TASK REQUIREMENTS
From the data below, return each line in which the string "list" is found.

DATA EXTRACT
+++

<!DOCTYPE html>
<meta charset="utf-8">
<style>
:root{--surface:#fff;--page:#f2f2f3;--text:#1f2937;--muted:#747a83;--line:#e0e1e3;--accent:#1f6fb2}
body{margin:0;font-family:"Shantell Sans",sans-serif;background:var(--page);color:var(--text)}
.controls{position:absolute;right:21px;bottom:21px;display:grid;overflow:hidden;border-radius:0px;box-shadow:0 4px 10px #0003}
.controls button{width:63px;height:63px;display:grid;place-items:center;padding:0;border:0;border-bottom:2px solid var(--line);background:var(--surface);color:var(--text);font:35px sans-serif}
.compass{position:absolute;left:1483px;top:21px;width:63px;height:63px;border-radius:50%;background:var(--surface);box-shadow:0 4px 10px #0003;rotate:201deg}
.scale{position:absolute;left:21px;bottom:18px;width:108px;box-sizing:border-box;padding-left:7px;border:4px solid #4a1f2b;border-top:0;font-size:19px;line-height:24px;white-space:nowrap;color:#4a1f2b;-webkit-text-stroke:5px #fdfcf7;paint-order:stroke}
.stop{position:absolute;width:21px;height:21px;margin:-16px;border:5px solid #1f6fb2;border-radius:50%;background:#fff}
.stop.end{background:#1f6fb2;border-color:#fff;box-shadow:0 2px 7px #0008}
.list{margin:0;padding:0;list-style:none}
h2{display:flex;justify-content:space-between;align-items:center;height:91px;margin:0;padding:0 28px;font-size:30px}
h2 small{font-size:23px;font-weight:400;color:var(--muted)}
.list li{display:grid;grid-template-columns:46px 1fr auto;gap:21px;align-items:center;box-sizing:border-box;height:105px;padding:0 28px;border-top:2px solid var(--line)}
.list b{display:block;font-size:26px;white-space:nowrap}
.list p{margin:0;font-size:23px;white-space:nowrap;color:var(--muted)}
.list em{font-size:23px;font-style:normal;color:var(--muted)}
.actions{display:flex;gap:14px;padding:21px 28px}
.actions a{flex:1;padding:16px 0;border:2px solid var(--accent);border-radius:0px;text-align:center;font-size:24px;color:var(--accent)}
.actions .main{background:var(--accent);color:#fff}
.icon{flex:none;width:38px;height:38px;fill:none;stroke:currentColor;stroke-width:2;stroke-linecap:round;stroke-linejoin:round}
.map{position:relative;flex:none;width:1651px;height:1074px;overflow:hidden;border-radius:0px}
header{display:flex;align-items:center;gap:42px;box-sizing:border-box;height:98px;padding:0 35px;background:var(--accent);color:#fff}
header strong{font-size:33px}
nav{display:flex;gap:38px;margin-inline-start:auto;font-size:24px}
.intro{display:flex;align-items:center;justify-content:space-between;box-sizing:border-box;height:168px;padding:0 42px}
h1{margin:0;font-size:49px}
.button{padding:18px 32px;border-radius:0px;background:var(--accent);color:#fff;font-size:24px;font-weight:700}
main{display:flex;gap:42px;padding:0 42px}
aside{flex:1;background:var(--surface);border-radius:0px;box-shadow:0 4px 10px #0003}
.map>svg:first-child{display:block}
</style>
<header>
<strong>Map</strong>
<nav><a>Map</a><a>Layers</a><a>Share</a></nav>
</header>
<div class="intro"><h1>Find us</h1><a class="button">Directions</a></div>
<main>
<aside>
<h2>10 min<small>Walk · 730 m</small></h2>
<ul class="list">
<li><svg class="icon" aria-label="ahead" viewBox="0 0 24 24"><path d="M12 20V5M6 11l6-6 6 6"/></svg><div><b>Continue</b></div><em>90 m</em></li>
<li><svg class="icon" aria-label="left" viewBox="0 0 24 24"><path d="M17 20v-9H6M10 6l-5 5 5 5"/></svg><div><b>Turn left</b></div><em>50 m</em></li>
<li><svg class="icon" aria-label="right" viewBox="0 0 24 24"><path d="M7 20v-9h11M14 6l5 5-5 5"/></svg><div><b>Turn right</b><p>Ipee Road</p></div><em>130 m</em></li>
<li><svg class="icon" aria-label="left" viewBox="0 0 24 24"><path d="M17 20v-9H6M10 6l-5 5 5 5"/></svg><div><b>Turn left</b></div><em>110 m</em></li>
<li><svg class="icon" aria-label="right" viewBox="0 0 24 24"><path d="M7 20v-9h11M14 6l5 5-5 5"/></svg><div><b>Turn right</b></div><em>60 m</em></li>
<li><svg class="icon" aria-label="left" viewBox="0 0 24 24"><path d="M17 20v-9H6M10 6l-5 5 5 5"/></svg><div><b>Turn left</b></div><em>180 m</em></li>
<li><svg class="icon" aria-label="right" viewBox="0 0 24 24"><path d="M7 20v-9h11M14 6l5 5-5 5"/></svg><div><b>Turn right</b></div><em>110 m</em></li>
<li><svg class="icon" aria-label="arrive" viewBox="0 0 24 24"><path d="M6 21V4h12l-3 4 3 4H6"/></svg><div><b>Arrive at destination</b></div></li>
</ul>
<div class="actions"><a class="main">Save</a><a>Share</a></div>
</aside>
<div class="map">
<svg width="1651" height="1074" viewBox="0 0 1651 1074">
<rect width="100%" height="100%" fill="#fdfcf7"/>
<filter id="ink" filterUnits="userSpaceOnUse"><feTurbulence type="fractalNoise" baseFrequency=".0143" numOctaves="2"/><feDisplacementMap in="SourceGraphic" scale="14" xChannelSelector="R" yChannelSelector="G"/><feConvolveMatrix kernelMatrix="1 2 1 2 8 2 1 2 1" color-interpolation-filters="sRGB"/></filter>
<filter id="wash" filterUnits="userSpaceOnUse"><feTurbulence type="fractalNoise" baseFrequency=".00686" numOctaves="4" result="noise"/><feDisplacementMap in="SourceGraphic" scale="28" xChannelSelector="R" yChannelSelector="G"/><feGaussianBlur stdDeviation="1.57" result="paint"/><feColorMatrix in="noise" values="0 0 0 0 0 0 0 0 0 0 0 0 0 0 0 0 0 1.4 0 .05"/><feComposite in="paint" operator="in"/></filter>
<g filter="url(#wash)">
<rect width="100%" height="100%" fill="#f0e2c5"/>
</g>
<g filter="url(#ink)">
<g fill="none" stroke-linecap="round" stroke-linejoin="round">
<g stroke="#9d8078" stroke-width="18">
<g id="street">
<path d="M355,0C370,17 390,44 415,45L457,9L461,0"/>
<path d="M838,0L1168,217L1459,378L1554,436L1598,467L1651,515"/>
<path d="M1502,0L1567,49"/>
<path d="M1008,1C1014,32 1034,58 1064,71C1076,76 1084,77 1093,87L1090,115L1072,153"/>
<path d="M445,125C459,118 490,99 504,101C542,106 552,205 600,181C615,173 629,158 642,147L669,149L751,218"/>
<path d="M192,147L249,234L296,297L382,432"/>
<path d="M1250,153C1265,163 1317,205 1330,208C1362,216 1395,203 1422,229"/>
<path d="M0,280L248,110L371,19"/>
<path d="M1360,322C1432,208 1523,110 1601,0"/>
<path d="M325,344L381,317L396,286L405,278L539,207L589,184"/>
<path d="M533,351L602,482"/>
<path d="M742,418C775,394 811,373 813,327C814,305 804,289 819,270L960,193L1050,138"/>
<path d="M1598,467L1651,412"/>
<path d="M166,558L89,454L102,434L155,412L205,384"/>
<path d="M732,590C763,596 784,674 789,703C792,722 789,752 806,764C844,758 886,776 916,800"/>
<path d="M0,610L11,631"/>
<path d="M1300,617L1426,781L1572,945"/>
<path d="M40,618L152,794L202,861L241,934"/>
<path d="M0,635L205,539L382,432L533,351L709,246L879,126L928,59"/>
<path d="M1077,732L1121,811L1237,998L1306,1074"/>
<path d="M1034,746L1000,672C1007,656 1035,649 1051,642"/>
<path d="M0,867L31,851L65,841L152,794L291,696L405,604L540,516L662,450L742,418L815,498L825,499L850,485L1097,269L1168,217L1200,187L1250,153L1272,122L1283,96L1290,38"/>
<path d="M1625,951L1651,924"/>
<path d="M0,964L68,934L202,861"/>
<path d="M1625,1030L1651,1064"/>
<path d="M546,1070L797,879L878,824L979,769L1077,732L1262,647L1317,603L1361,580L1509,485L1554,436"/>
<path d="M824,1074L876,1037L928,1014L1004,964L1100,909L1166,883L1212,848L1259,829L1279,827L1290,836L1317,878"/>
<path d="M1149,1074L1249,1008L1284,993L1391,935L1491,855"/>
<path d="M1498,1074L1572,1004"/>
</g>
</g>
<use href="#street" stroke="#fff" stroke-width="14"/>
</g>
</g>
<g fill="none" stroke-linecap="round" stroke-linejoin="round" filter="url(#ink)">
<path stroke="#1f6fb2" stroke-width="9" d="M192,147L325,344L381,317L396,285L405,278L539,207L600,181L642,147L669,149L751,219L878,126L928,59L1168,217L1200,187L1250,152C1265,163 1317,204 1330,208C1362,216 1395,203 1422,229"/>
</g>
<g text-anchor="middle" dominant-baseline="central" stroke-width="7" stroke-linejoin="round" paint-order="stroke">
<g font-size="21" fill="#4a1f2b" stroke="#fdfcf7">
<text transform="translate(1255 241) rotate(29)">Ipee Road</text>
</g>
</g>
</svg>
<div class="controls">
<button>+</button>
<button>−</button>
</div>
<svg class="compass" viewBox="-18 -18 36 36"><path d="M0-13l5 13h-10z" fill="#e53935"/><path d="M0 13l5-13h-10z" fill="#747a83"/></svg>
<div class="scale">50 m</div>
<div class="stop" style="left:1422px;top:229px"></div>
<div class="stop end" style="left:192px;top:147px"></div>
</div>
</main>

+++

RESPONSE
.list{margin:0;padding:0;list-style:none}
.list li{display:grid;grid-template-columns:46px 1fr auto;gap:21px;align-items:center;box-sizing:border-box;height:105px;padding:0 28px;border-top:2px solid var(--line)}
.list b{display:block;font-size:26px;white-space:nowrap}
.list p{margin:0;font-size:23px;white-space:nowrap;color:var(--muted)}
.list em{font-size:23px;font-style:normal;color:var(--muted)}
<ul class="list">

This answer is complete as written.